[WHAT IS REQUIRED]
Below are entries; count each line that holds the word "place" and report the number without any other words.

[EXTRACTED INFORMATION]
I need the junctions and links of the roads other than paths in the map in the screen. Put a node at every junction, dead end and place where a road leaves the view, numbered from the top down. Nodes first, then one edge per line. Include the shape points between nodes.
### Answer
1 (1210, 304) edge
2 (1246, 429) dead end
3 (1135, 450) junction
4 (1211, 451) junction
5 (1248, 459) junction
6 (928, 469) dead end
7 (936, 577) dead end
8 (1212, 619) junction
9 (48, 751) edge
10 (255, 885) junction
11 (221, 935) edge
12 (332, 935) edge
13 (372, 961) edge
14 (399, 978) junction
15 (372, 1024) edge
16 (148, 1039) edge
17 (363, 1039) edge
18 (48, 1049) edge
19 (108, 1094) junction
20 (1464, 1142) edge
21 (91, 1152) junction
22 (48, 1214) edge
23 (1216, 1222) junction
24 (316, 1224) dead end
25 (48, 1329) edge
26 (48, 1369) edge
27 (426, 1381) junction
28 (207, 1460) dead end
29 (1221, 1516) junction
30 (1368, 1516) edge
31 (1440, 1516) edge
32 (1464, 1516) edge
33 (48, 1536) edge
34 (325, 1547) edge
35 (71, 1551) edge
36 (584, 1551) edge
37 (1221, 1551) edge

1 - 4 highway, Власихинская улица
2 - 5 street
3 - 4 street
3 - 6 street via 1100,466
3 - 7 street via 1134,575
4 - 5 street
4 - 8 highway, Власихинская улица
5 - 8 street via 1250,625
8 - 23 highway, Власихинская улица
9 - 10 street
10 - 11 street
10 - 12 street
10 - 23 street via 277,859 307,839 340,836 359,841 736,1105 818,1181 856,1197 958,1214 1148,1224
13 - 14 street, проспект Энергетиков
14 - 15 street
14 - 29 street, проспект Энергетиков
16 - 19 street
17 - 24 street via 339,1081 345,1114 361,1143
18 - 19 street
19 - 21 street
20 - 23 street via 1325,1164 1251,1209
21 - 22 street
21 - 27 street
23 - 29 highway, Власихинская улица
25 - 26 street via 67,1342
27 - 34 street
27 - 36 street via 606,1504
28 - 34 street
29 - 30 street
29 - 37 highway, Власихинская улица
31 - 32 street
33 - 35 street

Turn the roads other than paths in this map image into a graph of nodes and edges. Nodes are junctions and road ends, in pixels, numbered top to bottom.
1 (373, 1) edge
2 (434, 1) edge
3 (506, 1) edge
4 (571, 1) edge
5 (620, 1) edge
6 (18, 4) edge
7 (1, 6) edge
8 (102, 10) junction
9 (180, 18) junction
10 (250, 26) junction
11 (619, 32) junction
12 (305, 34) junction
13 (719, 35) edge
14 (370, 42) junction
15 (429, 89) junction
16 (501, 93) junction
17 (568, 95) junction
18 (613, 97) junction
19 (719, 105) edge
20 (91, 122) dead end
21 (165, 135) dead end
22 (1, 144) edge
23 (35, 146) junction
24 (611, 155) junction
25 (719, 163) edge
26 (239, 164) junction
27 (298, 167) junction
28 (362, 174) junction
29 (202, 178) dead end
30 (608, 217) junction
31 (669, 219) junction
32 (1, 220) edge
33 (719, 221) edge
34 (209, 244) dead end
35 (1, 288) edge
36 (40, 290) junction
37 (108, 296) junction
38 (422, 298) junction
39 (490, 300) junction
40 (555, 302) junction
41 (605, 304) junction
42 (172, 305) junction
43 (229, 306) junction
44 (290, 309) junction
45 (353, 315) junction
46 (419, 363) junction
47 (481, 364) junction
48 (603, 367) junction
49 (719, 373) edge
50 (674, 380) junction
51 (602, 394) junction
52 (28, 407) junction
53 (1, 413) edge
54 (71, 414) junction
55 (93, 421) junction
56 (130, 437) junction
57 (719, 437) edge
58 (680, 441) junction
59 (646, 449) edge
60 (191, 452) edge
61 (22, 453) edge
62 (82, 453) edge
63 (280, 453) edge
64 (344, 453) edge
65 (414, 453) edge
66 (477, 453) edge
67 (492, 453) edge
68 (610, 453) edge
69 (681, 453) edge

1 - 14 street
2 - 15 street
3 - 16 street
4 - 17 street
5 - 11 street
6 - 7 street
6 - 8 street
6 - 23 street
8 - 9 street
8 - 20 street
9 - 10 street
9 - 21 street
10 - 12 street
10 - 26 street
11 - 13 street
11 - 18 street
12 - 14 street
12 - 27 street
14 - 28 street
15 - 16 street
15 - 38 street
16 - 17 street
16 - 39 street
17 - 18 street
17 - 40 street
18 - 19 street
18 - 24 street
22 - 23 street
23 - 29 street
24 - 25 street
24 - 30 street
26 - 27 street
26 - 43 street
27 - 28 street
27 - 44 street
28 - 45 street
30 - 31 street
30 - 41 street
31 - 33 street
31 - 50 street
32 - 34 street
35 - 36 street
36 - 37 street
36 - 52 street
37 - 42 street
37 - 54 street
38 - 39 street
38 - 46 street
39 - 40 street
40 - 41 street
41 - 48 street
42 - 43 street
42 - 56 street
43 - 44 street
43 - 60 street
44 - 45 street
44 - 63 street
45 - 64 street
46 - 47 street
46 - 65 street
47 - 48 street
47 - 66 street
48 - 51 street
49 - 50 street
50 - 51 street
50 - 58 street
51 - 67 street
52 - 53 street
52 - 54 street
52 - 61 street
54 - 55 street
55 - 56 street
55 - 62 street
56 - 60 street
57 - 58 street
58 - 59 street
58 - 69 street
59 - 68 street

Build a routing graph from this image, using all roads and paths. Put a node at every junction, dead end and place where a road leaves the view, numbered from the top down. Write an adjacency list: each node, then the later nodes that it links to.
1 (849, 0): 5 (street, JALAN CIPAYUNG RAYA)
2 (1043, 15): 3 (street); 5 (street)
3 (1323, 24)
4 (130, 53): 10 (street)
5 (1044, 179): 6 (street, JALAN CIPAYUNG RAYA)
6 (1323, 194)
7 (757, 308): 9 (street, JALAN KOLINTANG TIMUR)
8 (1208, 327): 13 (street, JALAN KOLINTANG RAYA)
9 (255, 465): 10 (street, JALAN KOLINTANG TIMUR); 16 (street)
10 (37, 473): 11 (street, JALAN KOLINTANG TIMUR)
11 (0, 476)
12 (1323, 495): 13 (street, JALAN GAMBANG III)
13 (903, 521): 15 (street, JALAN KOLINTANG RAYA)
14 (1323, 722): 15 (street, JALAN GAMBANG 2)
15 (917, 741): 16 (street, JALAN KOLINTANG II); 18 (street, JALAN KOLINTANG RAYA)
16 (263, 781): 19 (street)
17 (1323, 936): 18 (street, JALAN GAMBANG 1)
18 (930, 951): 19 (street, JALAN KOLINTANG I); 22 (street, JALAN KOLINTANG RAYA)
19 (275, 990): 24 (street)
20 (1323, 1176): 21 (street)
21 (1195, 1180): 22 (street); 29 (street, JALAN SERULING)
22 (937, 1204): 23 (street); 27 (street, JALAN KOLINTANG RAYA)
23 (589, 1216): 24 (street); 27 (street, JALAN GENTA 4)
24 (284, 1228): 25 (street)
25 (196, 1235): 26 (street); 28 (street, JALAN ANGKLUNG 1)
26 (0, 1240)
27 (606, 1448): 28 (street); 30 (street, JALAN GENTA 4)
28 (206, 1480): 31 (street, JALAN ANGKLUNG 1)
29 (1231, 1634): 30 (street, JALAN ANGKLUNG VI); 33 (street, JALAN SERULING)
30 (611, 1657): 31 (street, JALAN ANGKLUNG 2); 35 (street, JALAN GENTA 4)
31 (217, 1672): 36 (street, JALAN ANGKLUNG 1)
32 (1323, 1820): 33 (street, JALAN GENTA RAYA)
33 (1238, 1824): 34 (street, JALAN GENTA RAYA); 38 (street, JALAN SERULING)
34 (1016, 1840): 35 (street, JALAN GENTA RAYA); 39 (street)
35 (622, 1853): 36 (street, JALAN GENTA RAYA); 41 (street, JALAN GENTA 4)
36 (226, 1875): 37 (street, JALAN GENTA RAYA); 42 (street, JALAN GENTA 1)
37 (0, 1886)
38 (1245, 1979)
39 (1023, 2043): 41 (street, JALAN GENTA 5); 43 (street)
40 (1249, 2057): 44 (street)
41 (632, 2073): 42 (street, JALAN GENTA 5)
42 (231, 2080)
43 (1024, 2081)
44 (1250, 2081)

[PROBLEM SOLUTION]
2